Monday, July 9, 2012

Memories: Second Grade

What to write about?  This is a question I find myself asking every damn day.  I want to write about common experiences in an uncommon way.  I want to take the ordinary and make it come alive on the page.  I want to take those little moments that touch us, that we remember for unknown reasons, and try to unfold them, to coax from them some meaning, something tangible. 

To that end, I have recently begun attempting to compile a list of all of those moments from my own life.  It is my intention to draw inspiration from this list of memories, to use it as a source of writing material in between the less interesting parts of my life.  The poems drawn from this list will also serve as a sort of quasi-autobiography.   They will act, much like this blog, as a means of preserving my experiences for future reflection, which is something I enjoy greatly.

As I was writing the following account, I realized that it had a kind of poetic sound, which was not my original intention, however, I liked it and decided to stick with it.  Enjoy!



One time in second grade, upon returning from recess, I stood before some classmates – whose names I can’t recall – telling jokes and poking fun at a kid much larger than myself.  He shoved me as if to say, “Back off!”, and as I fell away I tipped his cap onto the floor.  And in my laughter I barely noticed him recoil in anger and punch me in the stomach. 

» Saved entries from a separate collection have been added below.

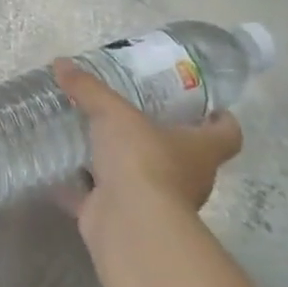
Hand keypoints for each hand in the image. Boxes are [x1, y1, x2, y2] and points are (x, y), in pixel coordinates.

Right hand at [52, 59, 241, 252]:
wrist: (129, 223)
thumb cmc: (142, 160)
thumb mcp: (113, 113)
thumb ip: (89, 88)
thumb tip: (61, 62)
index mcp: (199, 150)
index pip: (227, 134)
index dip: (221, 121)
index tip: (209, 108)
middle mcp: (186, 178)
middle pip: (184, 156)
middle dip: (162, 138)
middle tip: (134, 114)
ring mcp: (155, 202)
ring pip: (142, 178)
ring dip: (122, 164)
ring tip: (93, 137)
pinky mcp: (122, 217)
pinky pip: (99, 197)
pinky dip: (82, 186)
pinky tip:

Bent over, smaller than I’d ever been before, I stood grasping at the air as if to say, “Come back!”, and my cheeks drew warm, unwanted tears like a damp mattress.  The audience crept near and whispered a maternal, “Are you ok?”, as the echo of a fist rang even further in my belly.

In a moment I stood up, and all the nets of reason fell away and no one could be heard to say, “Stop.  Think.”  With one crude swing of balled up flesh, I laid him down beside his cap as though he were asleep.  I didn’t stay to count the seconds that elapsed; I knew it wouldn’t last.  I grabbed my damp, discolored books and hurried out of class.

Minutes later, standing on a toilet in a bathroom stall, quiet as a mouse, I heard my fellow classmates talking of my act, a tale much taller than I felt, having pissed all of my words away, and replaced them with fists.